Al salir, dijo a Pepita:

—Estos pobres diablos no han dicho más que tonterías y vulgaridades. ¡Qué gente más petulante y más estúpida! Hoy un mecánico, un fabricante cualquiera, un empleadillo, es más inteligente y más interesante que estos tipos.

—¿Por qué te incomodas?

—No me incomodo; pero me desagrada ver estos lugares comunes vivientes. ¡Y hay gente que cree en la inteligencia, en la espiritualidad y en la generosidad de estos tipos que son torpes, obtusos y mezquinos! Es el entusiasmo por la inutilidad, por la majadería y por la petulancia.

Al bajar al patio vieron enfrente un taller grande de escultor, en donde se levantaba un monumento a los soldados de la guerra, con un campesino y una mujer llorando, y alrededor una serie de cabezotas pintadas extraordinarias.
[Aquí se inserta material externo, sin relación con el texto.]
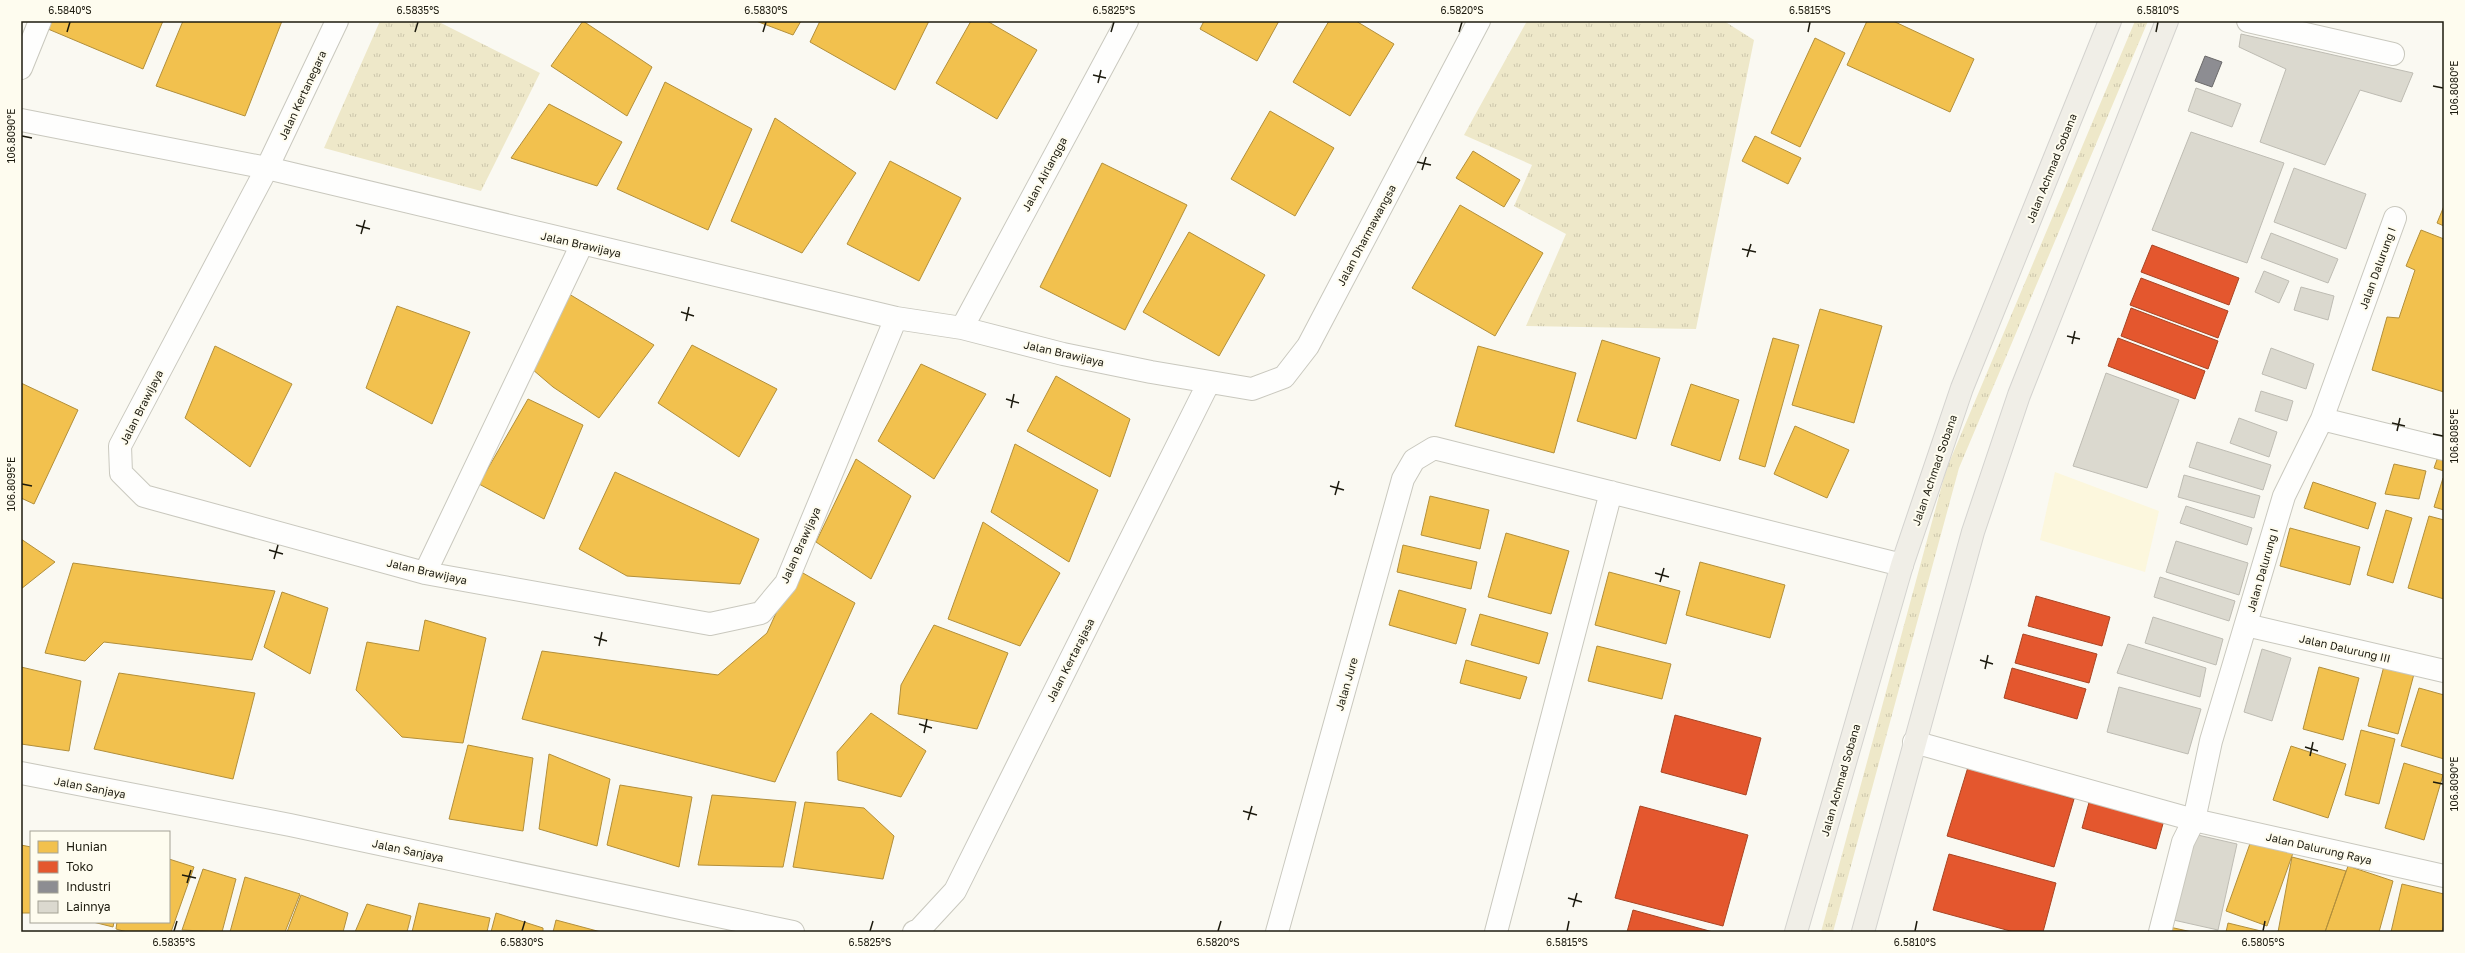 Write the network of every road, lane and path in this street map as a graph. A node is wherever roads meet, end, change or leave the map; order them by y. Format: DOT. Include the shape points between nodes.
graph roads {
  1 [pos="40,21"];
  2 [pos="337,21"];
  3 [pos="1127,21"];
  4 [pos="1478,21"];
  5 [pos="2110,21"];
  6 [pos="2167,21"];
  7 [pos="2248,21"];
  8 [pos="2393,54"];
  9 [pos="21,68"];
  10 [pos="21,120"];
  11 [pos="267,168"];
  12 [pos="2395,218"];
  13 [pos="582,244"];
  14 [pos="896,318"];
  15 [pos="962,328"];
  16 [pos="1209,382"];
  17 [pos="2322,419"];
  18 [pos="2444,449"];
  19 [pos="1611,492"];
  20 [pos="1902,565"];
  21 [pos="425,573"];
  22 [pos="2246,625"];
  23 [pos="2444,671"];
  24 [pos="1914,742"];
  25 [pos="21,773"];
  26 [pos="2194,820"];
  27 [pos="2444,876"];
  28 [pos="917,931"];
  29 [pos="793,932"];
  30 [pos="1277,932"];
  31 [pos="1496,932"];
  32 [pos="1796,932"];
  33 [pos="1863,932"];
  34 [pos="2160,932"];
  1 -- 9 [label="street"];
  2 -- 11 [label="street, Jalan Kertanegara"];
  3 -- 15 [label="street, Jalan Airlangga"];
  4 -- 16 [label="street, Jalan Dharmawangsa" via="1308,346 1284,377 1252,389"];
  5 -- 20 [label="main road, Jalan Achmad Sobana" via="1962,388"];
  6 -- 24 [label="main road" via="2019,395 1973,532"];
  7 -- 8 [label="street"];
  10 -- 11 [label="street, Jalan Brawijaya"];
  11 -- 13 [label="street, Jalan Brawijaya"];
  11 -- 21 [label="street, Jalan Brawijaya" via="120,446 121,473 144,496"];
  12 -- 17 [label="street, Jalan Dalurung I"];
  13 -- 14 [label="street, Jalan Brawijaya"];
  13 -- 21 [label="street"];
  14 -- 15 [label="street, Jalan Brawijaya"];
  14 -- 21 [label="street, Jalan Brawijaya" via="786,583 761,613 710,624"];
  15 -- 16 [label="street, Jalan Brawijaya" via="1063,354"];
  16 -- 28 [label="street, Jalan Kertarajasa" via="955,891"];
  17 -- 18 [label="street"];
  17 -- 22 [label="street, Jalan Dalurung I" via="2284,496"];
  19 -- 20 [label="street"];
  19 -- 30 [label="street, Jalan Jure" via="1434,448 1414,460 1403,479"];
  19 -- 31 [label="street"];
  20 -- 32 [label="main road, Jalan Achmad Sobana"];
  22 -- 23 [label="street, Jalan Dalurung III"];
  22 -- 26 [label="street, Jalan Dalurung I" via="2211,741"];
  24 -- 26 [label="street, Jalan Dalurung Raya"];
  24 -- 33 [label="main road"];
  25 -- 29 [label="street, Jalan Sanjaya" via="290,825"];
  26 -- 27 [label="street, Jalan Dalurung Raya"];
  26 -- 34 [label="street, Jalan Dalurung I" via="2183,842"];
}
—¿Qué demonio es esto? —se dijo Larrañaga, y se puso a contemplar desde un cristal el interior de un taller grande.

—Pase usted, si quiere —dijo una voz atrás, en francés.

—Perdone usted mi curiosidad —contestó Larrañaga—; ¿qué clase de taller es este?

—Es un taller de caretas.

—¡Ah!

—Pero, pase usted, y que pasen estas damas un momento.

Pasaron los tres. Estaba el taller lleno de grandes moldes, manos gigantescas, pies enormes, narices, y había una estantería con toda clase de caretas.

El escultor trabajaba, haciendo moldes grotescos, y muchas veces de las estatuas clásicas sacaba las caricaturas.

—¿Este monumento conmemorativo de la guerra es también de usted? —le preguntó Larrañaga.

—Sí; es malo.

—A mí no me parece malo. Hay trozos muy bonitos, pero el conjunto es frío.

—Tiene usted razón. Yo no siento ese arte de cementerio.

—¿Con la escultura no se podrá vivir en París?

—¡Qué se va a vivir! Imposible. Somos muchos escultores. Hay una Sociedad, medio industrial, medio comercial, dirigida principalmente por marchantes judíos, artistas de poca aprensión, periodistas, coleccionistas, mundanos y críticos, que manejan esta cuestión del arte y la convierten en un gran negocio internacional. ¿No está usted dentro de ella? Pues se ha fastidiado usted.

El escultor era un tipo burlón, simpático, convencido de que no se podía hacer nada. Se despidieron de él, dándole la mano, y salieron a la calle.

Poco después se cruzaron con el judío que vieron en el estudio del pintor vasco. Era un judío caricaturesco. Marchaba encorvado, harapiento, con su hopalanda desteñida, y andaba despacio, con los pies planos.

—Esos pintores son como Pieles Rojas —dijo Larrañaga—. ¡Qué van a comprender esas gentes del mecanismo de la vida moderna! Es natural que no digan más que tonterías.

—Pero el escultor era muy simpático.

—Sí, muy simpático y muy gracioso. ¡Qué idea el ponerse a hacer caretas! Está muy bien eso. Se ve que la careta, la máscara ha tenido que ser algo muy serio para el hombre. Yo creo que en el Carnaval hay algo respetable y digno. Tiene que estar relacionado con el culto antiguo de los animales con el totemismo y la zoolatría.

Larrañaga se extendió en su entusiasmo por el Carnaval en la historia, y, contó cómo en Oyarzun había un círculo de piedras al que llamaban Mairu-baratza, ‘jardín de las máscaras’ o ‘jardín de los duendes’, que es un antiguo cromlech.

Esta mezcla de lo prehistórico con las máscaras y los duendes fiaba a la imaginación de Larrañaga perspectivas lejanas.